Johnson, the creative director of online news outlet Independent Journal Review, wrote on Twitter: “Farage was not invited to this dinner. Squeezed in at last minute.”

Earlier in the day Farage had backed Trump’s treatment of the mainstream media, heaping praise on his political ally in a television interview. He told Fox News: “They [the media] are simply not prepared to accept that Brexit happened, that Trump happened, they kind of want to turn the clock back. And what they don’t realise is they are losing viewers, they are losing listeners, they are losing this battle big time and I’m pleased the president is not afraid to stand up to them.”

Speaking at the Conservative Political Action Conference (CPAC) in Washington on Friday, Farage said the Brexit vote and Trump’s election had launched a “great global revolution”.

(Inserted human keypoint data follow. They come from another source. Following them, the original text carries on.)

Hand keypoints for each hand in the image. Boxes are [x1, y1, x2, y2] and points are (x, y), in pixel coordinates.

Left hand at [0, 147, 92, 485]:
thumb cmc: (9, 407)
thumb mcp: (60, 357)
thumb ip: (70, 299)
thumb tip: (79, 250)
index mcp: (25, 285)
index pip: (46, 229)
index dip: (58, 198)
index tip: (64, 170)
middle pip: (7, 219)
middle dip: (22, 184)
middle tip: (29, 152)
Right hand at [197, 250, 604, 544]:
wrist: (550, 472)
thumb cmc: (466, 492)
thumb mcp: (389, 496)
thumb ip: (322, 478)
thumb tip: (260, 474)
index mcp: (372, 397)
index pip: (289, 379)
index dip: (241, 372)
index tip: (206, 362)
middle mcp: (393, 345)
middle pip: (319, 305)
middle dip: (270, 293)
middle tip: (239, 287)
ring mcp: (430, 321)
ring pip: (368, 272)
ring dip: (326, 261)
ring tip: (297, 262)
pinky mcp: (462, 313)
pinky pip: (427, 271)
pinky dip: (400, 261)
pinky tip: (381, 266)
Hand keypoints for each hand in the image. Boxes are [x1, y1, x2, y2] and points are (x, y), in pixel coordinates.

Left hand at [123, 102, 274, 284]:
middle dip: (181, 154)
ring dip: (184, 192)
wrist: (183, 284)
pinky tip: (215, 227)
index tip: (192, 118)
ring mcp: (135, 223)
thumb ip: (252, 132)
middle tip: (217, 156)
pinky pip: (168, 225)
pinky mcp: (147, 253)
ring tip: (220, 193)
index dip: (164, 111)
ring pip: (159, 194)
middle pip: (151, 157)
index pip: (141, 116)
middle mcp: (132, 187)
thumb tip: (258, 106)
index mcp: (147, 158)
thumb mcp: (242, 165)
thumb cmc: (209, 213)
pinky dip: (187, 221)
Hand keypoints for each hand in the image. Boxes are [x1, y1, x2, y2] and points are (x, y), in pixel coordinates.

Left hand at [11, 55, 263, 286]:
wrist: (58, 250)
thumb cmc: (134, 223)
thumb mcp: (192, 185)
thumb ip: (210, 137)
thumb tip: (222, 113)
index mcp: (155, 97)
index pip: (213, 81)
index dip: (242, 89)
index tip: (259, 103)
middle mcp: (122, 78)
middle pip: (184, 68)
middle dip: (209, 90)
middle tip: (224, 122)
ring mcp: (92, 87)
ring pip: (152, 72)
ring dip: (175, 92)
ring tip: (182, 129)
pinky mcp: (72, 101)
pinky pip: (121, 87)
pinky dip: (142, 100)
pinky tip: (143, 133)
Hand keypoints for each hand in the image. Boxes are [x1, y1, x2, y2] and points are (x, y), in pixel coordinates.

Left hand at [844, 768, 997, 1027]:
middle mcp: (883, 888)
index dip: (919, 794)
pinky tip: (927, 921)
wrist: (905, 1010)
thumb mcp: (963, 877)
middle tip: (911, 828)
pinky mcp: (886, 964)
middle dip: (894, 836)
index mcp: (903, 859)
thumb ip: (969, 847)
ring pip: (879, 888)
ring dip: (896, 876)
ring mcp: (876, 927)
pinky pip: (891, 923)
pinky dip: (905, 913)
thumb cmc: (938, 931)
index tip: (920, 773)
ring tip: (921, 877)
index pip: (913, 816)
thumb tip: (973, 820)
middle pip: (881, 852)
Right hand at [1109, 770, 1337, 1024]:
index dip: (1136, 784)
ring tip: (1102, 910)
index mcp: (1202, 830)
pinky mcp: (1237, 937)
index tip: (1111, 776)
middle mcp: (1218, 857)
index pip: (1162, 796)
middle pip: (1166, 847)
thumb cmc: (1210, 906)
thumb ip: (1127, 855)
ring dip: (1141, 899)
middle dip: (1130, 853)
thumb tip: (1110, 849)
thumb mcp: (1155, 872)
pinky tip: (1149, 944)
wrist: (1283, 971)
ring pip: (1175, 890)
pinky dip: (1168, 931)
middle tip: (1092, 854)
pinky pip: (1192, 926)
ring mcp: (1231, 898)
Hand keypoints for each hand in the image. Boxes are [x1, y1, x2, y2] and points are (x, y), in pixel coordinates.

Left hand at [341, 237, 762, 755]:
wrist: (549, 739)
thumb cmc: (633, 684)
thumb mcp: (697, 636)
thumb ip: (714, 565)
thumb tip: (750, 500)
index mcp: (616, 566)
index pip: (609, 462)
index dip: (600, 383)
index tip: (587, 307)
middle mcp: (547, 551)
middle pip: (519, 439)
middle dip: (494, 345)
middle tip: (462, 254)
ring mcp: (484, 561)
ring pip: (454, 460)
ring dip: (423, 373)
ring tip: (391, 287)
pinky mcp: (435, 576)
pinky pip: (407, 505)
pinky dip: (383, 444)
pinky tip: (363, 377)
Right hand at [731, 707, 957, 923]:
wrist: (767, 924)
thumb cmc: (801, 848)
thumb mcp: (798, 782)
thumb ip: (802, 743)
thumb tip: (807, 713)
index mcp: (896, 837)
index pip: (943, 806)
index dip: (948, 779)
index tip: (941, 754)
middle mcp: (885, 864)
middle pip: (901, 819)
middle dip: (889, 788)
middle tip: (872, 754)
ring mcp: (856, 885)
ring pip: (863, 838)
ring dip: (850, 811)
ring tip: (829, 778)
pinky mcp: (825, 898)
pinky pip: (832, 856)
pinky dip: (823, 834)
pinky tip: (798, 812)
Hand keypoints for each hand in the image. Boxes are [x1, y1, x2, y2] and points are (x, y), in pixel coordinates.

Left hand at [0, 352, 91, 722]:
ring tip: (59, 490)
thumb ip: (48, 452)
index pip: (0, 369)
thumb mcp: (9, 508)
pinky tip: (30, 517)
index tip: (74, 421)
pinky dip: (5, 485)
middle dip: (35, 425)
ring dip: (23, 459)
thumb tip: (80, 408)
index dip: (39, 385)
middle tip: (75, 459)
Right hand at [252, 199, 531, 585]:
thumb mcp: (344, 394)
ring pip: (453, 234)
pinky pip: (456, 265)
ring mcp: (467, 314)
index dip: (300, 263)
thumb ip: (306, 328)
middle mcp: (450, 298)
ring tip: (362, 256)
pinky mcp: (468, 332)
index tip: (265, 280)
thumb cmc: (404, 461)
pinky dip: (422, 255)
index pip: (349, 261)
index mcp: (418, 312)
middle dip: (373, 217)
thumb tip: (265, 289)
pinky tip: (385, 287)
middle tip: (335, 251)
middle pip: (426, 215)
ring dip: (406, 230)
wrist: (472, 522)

Addressing the audience, he added: “And it’s not going to stop, it’s one that is going to roll out across the rest of the great world.”

Farage said he was proud to have supported Trump in the election and blasted US mainstream media for being “in deep denial” about Trump’s victory, but said Americans as a whole will grow to appreciate their new leader. “Just as Brexit becomes more popular by the day, President Trump will become more popular in America by the day,” he said.

As Farage made further inroads to align himself with Trump, back in Britain Ukip was dealing with the fallout of the party’s defeat to Labour in the Stoke by-election.

The party’s deputy leader, Peter Whittle, admitted it may have been a mistake for leader Paul Nuttall to run for the party in Stoke Central so early in his leadership. Speaking on BBC1’s Andrew Marr Show, the London Assembly member said voters may not have known Nuttall well enough, given he stood for election just 12 weeks after becoming party leader.

Nuttall, who Whittle said could not appear on the show as he had a holiday booked immediately after the election result, was placed second on polling day, barely increasing the party’s share of the vote despite Ukip’s pledge to seize power from Labour.

Whittle told Marr: “If there was one mistake we made, it was that maybe Paul shouldn’t have run so early. He’s only been leader for 12 weeks. People hadn’t got to know him well enough, I think.” He added: “We didn’t win this time – there are many byelections coming up.”

Whittle dismissed threats from Arron Banks, Ukip’s main donor, to set up another party unless he was made chairman, saying “there are other people” who would provide funding.

Banks has threatened to pull his funding unless he is made chairman so he can “purge” members and stop it being “run like a jumble sale”. Asked if he did not want Banks as Ukip chairman, Whittle replied: “It would be a very interesting conversation to have. I’ve always been very, very grateful for Arron’s contributions.”

He went on: “If Arron does take his money away, there are other people. Obviously I wouldn’t want that to happen. These sort of interventions are run-of-the-mill, they happen all the time within our party. It’s part of politics.

“I think the difference is, with us, people tend to see a kind of do-or-die situation in virtually every controversy.”